What does this mean for music?

According to Pex, a Los Angeles-based company, in 2018 and 2019, YouTube’s music content amounts to 5% of its content based. Gaming has the highest with 37%, personal blogs with 21%, Entertainment with 10% and other types of content with 19%. Nonetheless, despite the low numbers in content base, music accounts for 22% of YouTube’s streams.

YouTube pays creators and rightsholders 55% of its $15 billion ad revenue which equates about $8 billion. Interestingly, music claimed 22% of that $8 billion in 2019.

Spotify

Spotify, YouTube, Netflix announce financial and growth results for Q1 2020
Spotify, YouTube, Netflix announce financial and growth results for Q1 2020

As noted earlier, streaming on audio platforms took an 11% hit in March, yet by the end of March, Spotify was on track with;

- 6m new subscribers.

- Increase to 130m subscribers - projection was 131m.

- Revenue hit €1.85bn - premium revenue grew 23% YoY to €1.70bn. That equates a 22% and 23% year-on-year increase respectively.

According to Music Business Worldwide, Spotify’s total monthly active users (MAUs), including subscribers plus free/ad-supported users, hit 286m in Q1 2020, up by 15m quarter-on-quarter and by 69m (+31%) year-on-year.

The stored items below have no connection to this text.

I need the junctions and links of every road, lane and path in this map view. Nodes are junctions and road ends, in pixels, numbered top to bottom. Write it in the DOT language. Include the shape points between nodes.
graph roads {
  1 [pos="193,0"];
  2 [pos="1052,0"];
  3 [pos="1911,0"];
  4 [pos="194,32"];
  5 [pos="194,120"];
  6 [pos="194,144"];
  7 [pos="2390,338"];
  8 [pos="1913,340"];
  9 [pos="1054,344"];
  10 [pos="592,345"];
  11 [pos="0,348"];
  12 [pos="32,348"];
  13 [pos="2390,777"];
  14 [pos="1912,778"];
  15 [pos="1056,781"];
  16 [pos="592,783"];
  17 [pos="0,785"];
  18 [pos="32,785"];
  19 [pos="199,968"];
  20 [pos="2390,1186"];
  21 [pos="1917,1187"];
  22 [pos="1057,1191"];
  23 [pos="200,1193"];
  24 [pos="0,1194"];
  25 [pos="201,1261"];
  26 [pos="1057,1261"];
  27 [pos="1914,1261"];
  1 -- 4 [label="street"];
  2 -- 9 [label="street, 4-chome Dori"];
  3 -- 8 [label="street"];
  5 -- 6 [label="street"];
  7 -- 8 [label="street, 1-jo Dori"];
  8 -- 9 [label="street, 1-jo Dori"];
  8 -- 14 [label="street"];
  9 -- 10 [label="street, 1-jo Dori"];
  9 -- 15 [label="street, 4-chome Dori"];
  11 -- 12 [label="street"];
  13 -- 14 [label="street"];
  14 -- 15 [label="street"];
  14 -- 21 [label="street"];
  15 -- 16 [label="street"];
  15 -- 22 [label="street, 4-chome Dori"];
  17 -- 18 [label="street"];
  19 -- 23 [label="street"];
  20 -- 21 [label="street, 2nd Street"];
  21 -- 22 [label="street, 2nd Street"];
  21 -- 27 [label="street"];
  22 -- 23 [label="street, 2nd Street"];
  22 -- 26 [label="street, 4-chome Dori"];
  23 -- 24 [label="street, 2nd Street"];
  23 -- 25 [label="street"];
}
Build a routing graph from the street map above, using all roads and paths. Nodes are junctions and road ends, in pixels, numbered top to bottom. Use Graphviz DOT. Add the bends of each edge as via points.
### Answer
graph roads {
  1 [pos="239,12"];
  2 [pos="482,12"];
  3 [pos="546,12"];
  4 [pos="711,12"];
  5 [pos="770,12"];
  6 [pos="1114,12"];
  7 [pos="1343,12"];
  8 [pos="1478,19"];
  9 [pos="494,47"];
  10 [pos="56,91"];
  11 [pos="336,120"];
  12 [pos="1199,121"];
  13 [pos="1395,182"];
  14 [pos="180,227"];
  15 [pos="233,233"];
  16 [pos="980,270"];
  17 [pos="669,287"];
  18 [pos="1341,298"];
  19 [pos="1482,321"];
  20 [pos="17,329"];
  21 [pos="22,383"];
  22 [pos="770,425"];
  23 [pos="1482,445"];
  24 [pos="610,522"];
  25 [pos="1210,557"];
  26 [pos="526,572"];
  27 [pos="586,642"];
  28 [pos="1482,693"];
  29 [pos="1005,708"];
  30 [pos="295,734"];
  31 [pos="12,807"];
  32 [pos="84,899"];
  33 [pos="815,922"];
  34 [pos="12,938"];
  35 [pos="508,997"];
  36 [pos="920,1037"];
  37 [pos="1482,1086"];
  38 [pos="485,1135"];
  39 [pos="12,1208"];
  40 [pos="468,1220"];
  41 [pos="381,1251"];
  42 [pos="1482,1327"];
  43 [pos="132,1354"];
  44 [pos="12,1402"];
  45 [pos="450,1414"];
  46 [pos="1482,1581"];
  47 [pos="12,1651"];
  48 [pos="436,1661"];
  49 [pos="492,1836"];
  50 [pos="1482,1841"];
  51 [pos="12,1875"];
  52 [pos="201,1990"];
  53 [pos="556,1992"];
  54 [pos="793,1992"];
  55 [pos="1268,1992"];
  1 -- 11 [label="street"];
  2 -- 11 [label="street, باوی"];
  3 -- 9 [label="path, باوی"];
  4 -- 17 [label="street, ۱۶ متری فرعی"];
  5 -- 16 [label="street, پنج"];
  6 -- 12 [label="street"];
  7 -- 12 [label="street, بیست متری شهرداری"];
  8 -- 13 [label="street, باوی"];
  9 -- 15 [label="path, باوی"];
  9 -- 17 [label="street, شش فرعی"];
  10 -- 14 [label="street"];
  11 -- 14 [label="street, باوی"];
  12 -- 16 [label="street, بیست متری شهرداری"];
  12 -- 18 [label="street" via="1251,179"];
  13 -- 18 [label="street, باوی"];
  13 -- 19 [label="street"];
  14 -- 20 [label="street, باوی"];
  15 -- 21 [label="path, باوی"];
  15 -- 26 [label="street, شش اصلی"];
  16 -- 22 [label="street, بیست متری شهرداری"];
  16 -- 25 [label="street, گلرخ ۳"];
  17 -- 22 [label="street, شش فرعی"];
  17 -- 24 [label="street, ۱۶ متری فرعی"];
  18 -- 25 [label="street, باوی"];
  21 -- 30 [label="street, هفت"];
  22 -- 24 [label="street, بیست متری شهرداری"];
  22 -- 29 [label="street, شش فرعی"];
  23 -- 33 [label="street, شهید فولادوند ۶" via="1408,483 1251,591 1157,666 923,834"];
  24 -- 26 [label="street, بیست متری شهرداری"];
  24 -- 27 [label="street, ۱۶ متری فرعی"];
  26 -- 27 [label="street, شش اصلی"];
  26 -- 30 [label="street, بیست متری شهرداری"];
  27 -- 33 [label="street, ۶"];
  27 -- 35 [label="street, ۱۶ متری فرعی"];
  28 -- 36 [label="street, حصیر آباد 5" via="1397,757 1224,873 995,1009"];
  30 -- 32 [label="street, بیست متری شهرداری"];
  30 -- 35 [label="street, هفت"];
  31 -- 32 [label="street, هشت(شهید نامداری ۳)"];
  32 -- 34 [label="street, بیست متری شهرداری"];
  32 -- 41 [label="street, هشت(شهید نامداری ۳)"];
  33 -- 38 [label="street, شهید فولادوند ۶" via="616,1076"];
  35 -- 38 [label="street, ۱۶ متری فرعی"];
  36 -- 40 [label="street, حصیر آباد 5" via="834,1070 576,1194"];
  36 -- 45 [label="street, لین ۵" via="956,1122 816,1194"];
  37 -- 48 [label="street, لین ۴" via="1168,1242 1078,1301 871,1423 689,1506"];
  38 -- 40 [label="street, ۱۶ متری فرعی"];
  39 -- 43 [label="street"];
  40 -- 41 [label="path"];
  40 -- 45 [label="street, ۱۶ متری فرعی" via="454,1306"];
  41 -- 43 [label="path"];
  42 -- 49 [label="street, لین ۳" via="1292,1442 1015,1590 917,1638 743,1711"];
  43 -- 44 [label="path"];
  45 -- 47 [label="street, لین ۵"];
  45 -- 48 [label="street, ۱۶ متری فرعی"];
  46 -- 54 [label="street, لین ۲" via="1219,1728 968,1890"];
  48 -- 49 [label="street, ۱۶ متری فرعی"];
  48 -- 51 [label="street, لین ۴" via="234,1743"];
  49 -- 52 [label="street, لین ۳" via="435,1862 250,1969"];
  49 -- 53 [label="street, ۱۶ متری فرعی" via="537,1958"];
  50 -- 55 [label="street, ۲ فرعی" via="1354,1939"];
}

Equally, Spotify’s revenues in Q1 2020 was €148m - which equates a growth of 17% YoY at the company. However, that hides a heavy decline quarter-on-quarter, down by 32% on the €217m posted in Q4 2019.

With the lockdown, Spotify now expects to end 2020 with between 328m and 348m Monthly Active Users - 143m to 153m Premium subscribers while.annual revenue is projected to be between €7.65bn and €8.05bn. At the start of the year, projections were between €8.08bn and €8.48bn.

Netflix

Spotify, YouTube, Netflix announce financial and growth results for Q1 2020
Spotify, YouTube, Netflix announce financial and growth results for Q1 2020

Remember, in March 2020 as the lockdown started to intensify, video-based streaming platforms had an increase in usage and subscriber base. In Q1 2020, Netflix reported a 15.8 million increase in its subscriber base.

That is two times the company’s projection at the start of 2020 - which was around 7 million new subscribers - and almost 2x the Wall Street consensus of a little less than 8 million. That said, that massive increase has not impacted revenue which stood at $5.77 billion in Q1 2020.

The projection was $5.76 billion at the start of 2020. The revenue wasn’t significantly affected because 85% of the 15.8 million new subscribers were in international markets. For that reason, the revenue was adversely affected by a stronger dollar. You might remember that Netflix launched a Nigerian division earlier in the year.

The projection is that Netflix won’t see upward spikes like this in the remaining three quarters of 2020.

What does this all mean?

It means that COVID-19 lockdown and restriction of movement is a good thing for streaming platforms who might get more subscribers around this time due to the consequences of boredom and restriction of movement. However, for a company like Netflix, it’s spike was too high for it to be replicated so that might dampen expectations in other quarters.

For the stock market, it’s such a healthy time to invest in certain streaming stocks - but maybe not in Nigeria.

According to Midia Research, a major challenge with a continued lockdown is the possibility of streaming services starting to fight churn rates as consumers trim their spending. Some bold thinking will need to be done around retention tactics, such as a three-month payment holiday for subscribers that try to cancel. Whether labels would be willing to fund such promotions is another issue entirely,

While streaming platforms will have increased consumers, illegal platforms will also have increased consumers and users. For streaming platforms, they could also have bandwidth problems as users overload their databases and systems.